1. M&M’s weigh 0.86 grams on average with SD = 0.04 grams, so the coefficient of variation is 0.04>0.86 < 0.047. Suppose that we decide to label packages by count rather than weight. The system adds candy to a package until the weight of the package exceeds a threshold. How large would we have to set the threshold weight to be 99.5% sure that a package has 60 pieces?

2. Suppose the same system is used (packaging by count), but this time we only want to have 10 pieces in a package. Where is the target weight? (Again, we want to be 99.5% sure that the package has at least 10 pieces.) What assumption is particularly relevant with these small counts?

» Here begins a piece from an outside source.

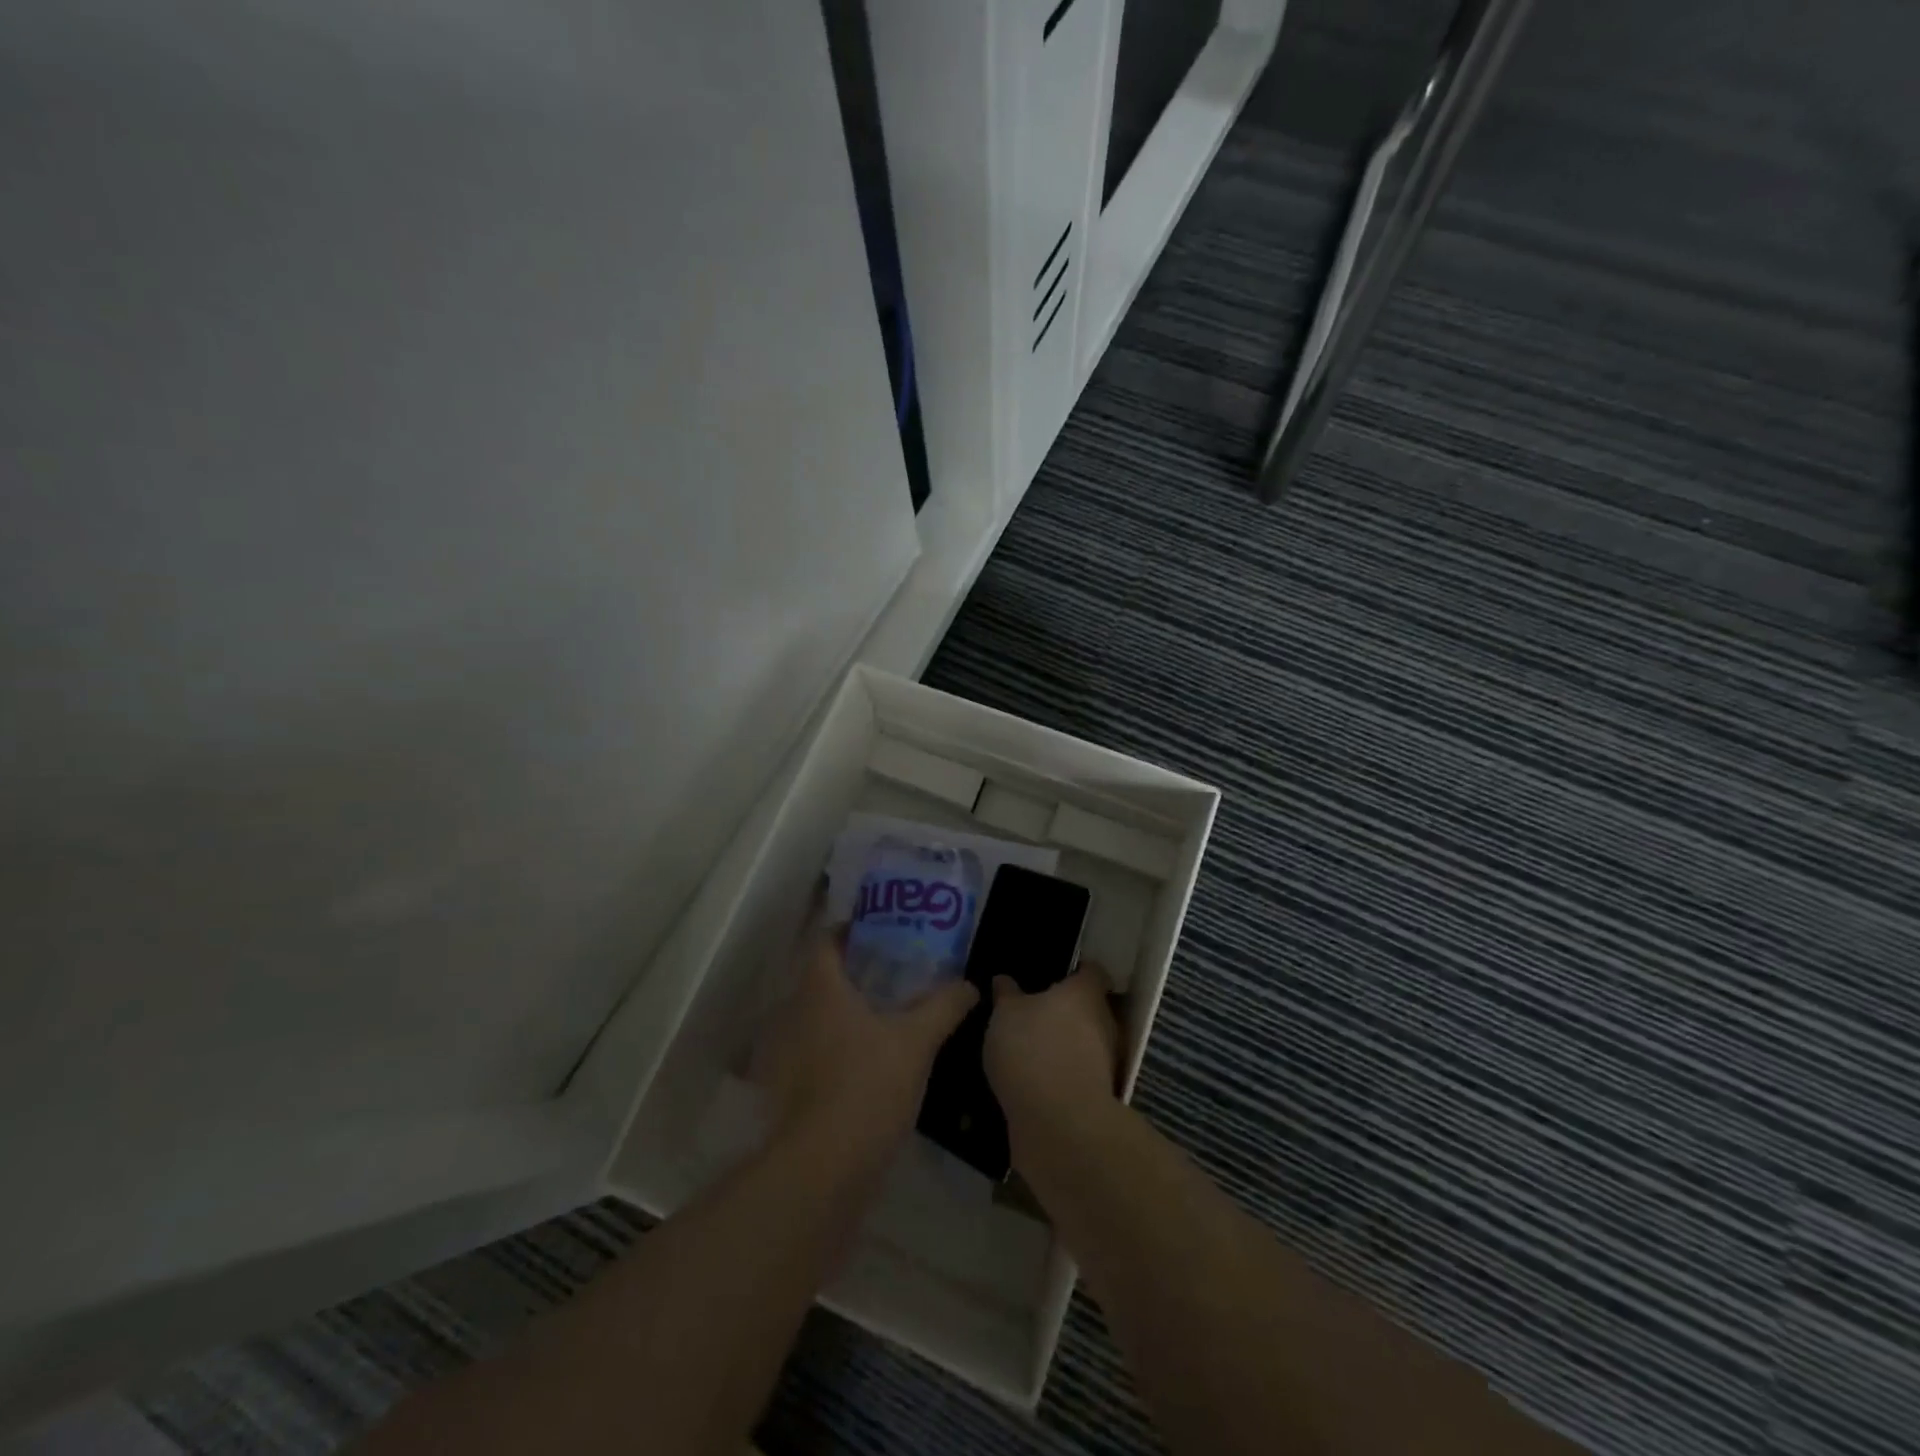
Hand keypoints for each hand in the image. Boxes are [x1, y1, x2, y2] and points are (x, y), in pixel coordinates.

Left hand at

3. In which situation (10 pieces or 60 pieces) would the packaging system be more likely to put more than the labeled count of candies into a package?

A SAMPLING EXPERIMENT
This experiment works well in a class, with some friends, or—if you really like chocolate—all by yourself. It requires two packages of milk chocolate M&M’s® if you are doing it alone, or one for each person for groups of two or more. We use milk chocolate M&M’s, but you can use any variety. Make sure that both bags are the same variety. You should also visit the company Web site to see if it shows the underlying proportions of colors for your variety; the distribution of colors varies among different types. We used packages labeled 1.69 ounces; these have about 60 pieces.

Milk chocolate M&M’s currently come in six colors: brown, yellow, red, blue, orange, and green. The colors are not likely equal. Brown, once the only color, is less common. Blue, a recent addition to the palette, is more common and usually accounts for more than one-sixth of plain M&M’s.

Open a bag of M&M’s and count the number of candies in each color. Figure out the percentage of blue candies in your bag and write it down.

Now open the second bag and find the percentage of blue M&M’s in this second bag. Write down this percentage as well.

A Model for Counts
Mars, the manufacturer of M&M’s, is privately held and secretive about its operations, but we can guess that elves don’t count the M&M’s that go into every bag. It’s more likely that the bags are filled from a large “bowl” that mixes the colors. The packaging process basically scoops the contents of each bag from this bowl of differently colored pieces. How can we model the colors in a bag?

The binomial model (Chapter 11) is a reasonable candidate to describe the number of blue M&Ms in a bag. Every binomial model has two characteristics, or parameters, that identify the model. These parameters are n, the total number of counted items, and p, the probability of a “success.” Let’s define a success in this case as finding a blue M&M. The total count n is the number of candies in the bag; n for your bags should be about 58.

All manufacturing processes have variation, and sometimes it is a surprise to consumers. You might think that every package of M&M’s has the same number of candies; after all, they are labeled to contain the same weight. Automated packaging systems, however, are not so consistent, and the number of pieces varies from bag to bag. We got the counts shown in the histogram in Figure 1 by counting the pieces in a case of 48 bags, each labeled to weigh 1.69 ounces.